Raw data →
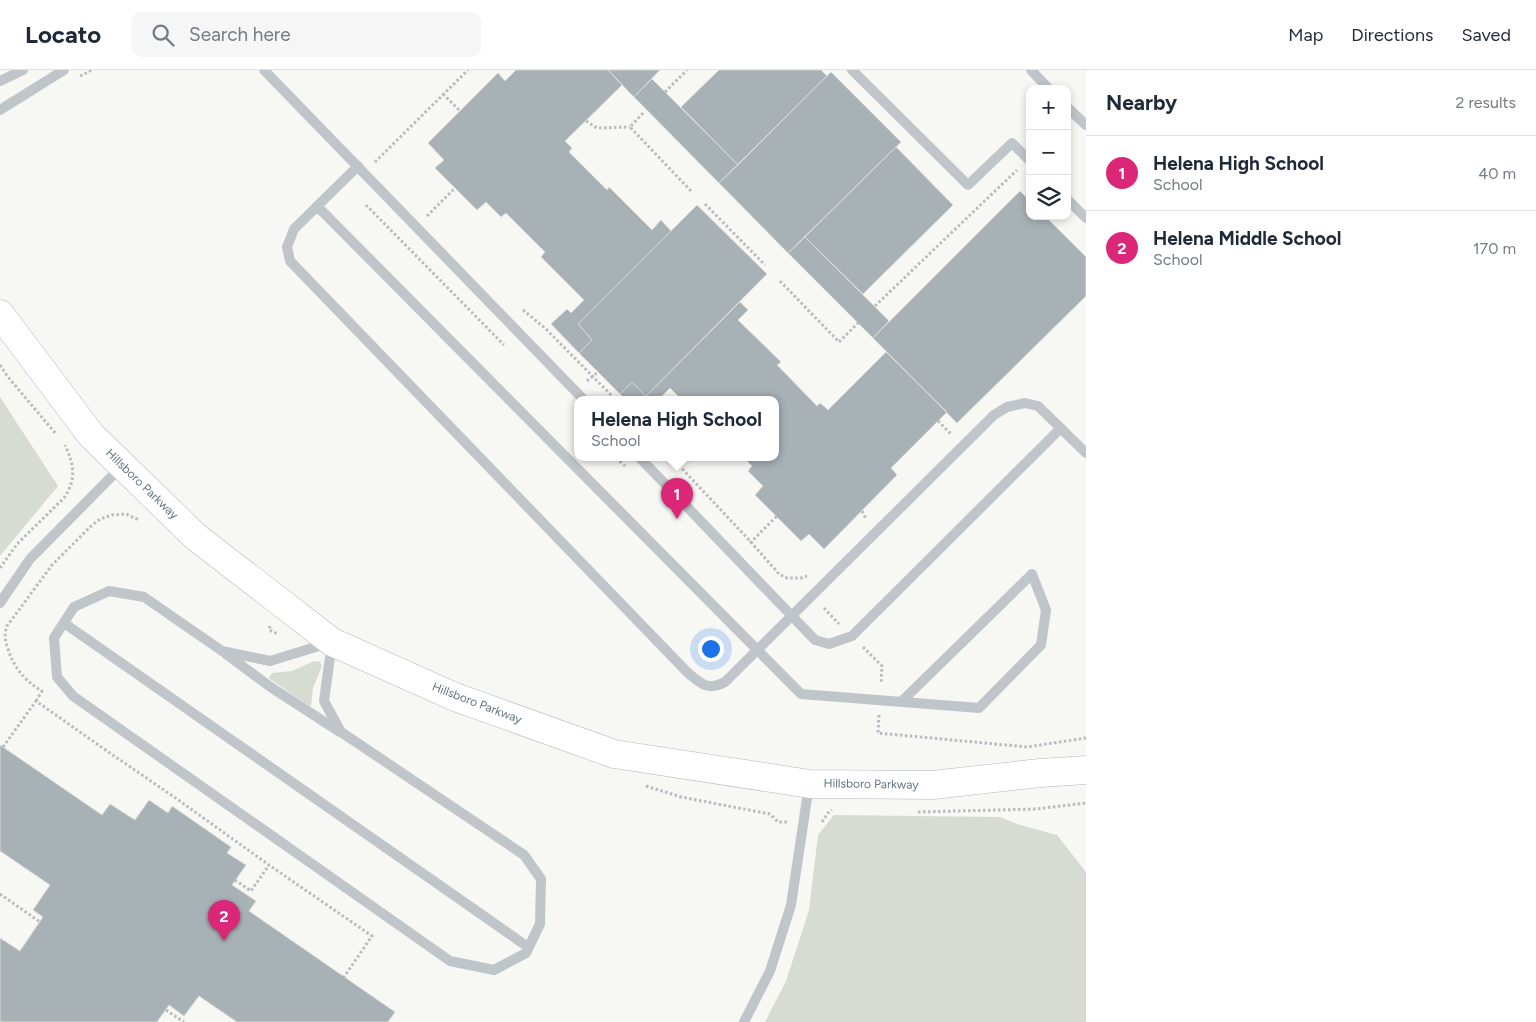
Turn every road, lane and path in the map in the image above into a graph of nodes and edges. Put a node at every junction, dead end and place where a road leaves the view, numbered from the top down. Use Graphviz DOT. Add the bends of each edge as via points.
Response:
graph roads {
  1 [pos="24,70"];
  2 [pos="64,70"];
  3 [pos="264,70"];
  4 [pos="468,70"];
  5 [pos="687,70"];
  6 [pos="852,70"];
  7 [pos="1030,70"];
  8 [pos="0,81"];
  9 [pos="1045,85"];
  10 [pos="665,92"];
  11 [pos="444,94"];
  12 [pos="0,110"];
  13 [pos="460,111"];
  14 [pos="1071,111"];
  15 [pos="643,113"];
  16 [pos="586,121"];
  17 [pos="1086,126"];
  18 [pos="630,127"];
  19 [pos="1026,157"];
  20 [pos="374,162"];
  21 [pos="1026,163"];
  22 [pos="358,166"];
  23 [pos="691,191"];
  24 [pos="1071,203"];
  25 [pos="705,204"];
  26 [pos="366,205"];
  27 [pos="317,206"];
  28 [pos="1086,218"];
  29 [pos="765,265"];
  30 [pos="780,281"];
  31 [pos="875,306"];
  32 [pos="520,308"];
  33 [pos="1,314"];
  34 [pos="858,323"];
  35 [pos="507,347"];
  36 [pos="0,365"];
  37 [pos="580,396"];
  38 [pos="612,396"];
  39 [pos="938,421"];
  40 [pos="1061,428"];
  41 [pos="58,436"];
  42 [pos="946,441"];
  43 [pos="64,443"];
  44 [pos="1086,453"];
  45 [pos="643,461"];
  46 [pos="675,461"];
  47 [pos="123,466"];
  48 [pos="873,514"];
  49 [pos="776,516"];
  50 [pos="866,520"];
  51 [pos="751,542"];
  52 [pos="736,557"];
  53 [pos="0,568"];
  54 [pos="812,574"];
  55 [pos="0,603"];
  56 [pos="792,616"];
  57 [pos="64,623"];
  58 [pos="332,642"];
  59 [pos="757,650"];
  60 [pos="222,651"];
  61 [pos="901,702"];
  62 [pos="340,732"];
  63 [pos="878,732"];
  64 [pos="1086,738"];
  65 [pos="3,747"];
  66 [pos="1086,770"];
  67 [pos="810,784"];
  68 [pos="269,866"];
  69 [pos="235,880"];
  70 [pos="0,894"];
  71 [pos="40,922"];
  72 [pos="528,947"];
  73 [pos="344,977"];
  74 [pos="166,1010"];
  75 [pos="184,1022"];
  76 [pos="744,1022"];
  1 -- 8 [label="lane"];
  2 -- 12 [label="lane"];
  3 -- 22 [label="lane"];
  4 -- 11 [label="path"];
  5 -- 10 [label="path"];
  6 -- 19 [label="lane" via="968,185 1012,143"];
  7 -- 9 [label="lane"];
  11 -- 13 [label="path"];
  11 -- 20 [label="path"];
  14 -- 17 [label="lane"];
  15 -- 18 [label="path"];
  16 -- 18 [label="path" via="597,128"];
  18 -- 23 [label="path"];
  21 -- 31 [label="path"];
  22 -- 27 [label="lane"];
  22 -- 37 [label="lane"];
  24 -- 28 [label="lane"];
  25 -- 29 [label="path"];
  26 -- 35 [label="path"];
  27 -- 59 [label="lane"];
  27 -- 59 [label="lane" via="294,229 287,247 290,261 688,673 700,684 717,687"];
  30 -- 34 [label="path" via="839,342"];
  32 -- 38 [label="path" via="546,329"];
  33 -- 47 [label="street, Hillsboro Parkway" via="91,435"];
  36 -- 41 [label="path"];
  39 -- 42 [label="path" via="952,435"];
  40 -- 44 [label="lane"];
  40 -- 56 [label="lane" via="1038,406 1025,403 994,415"];
  40 -- 56 [label="lane" via="852,636 829,644 814,640"];
  43 -- 53 [label="path" via="74,469 68,492 17,544"];
  45 -- 52 [label="lane"];
  46 -- 51 [label="path"];
  47 -- 55 [label="lane" via="30,559"];
  47 -- 58 [label="street, Hillsboro Parkway" via="196,537"];
  48 -- 50 [label="path"];
  49 -- 51 [label="path"];
  51 -- 52 [label="path"];
  51 -- 54 [label="path" via="778,574 801,578"];
  52 -- 56 [label="lane"];
  56 -- 59 [label="lane"];
  57 -- 60 [label="lane" via="74,607 109,591 118,592 144,597"];
  57 -- 72 [label="lane"];
  57 -- 72 [label="lane" via="54,638 57,677 73,696 450,961 494,970 526,953"];
  58 -- 60 [label="lane" via="270,661"];
  58 -- 62 [label="lane" via="324,700"];
  58 -- 67 [label="street, Hillsboro Parkway" via="455,697 614,754"];
  59 -- 61 [label="lane" via="801,694"];
  60 -- 62 [label="lane"];
  61 -- 61 [label="lane" via="979,708 1041,645 1046,610 1032,574"];
  62 -- 72 [label="lane" via="524,855 541,879 540,924"];
  63 -- 64 [label="path" via="1027,747"];
  65 -- 68 [label="path" via="36,700"];
  66 -- 67 [label="street, Hillsboro Parkway" via="933,785"];
  67 -- 76 [label="lane" via="791,905 770,971"];
  68 -- 69 [label="path" via="251,891"];
  68 -- 73 [label="path" via="372,936"];
  70 -- 71 [label="path"];
  74 -- 75 [label="path"];
}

Brief →
Copy each line of the listing that carries the string "Parkway".

Worked solution →
  33 -- 47 [label="street, Hillsboro Parkway" via="91,435"];
  47 -- 58 [label="street, Hillsboro Parkway" via="196,537"];
  58 -- 67 [label="street, Hillsboro Parkway" via="455,697 614,754"];
  66 -- 67 [label="street, Hillsboro Parkway" via="933,785"];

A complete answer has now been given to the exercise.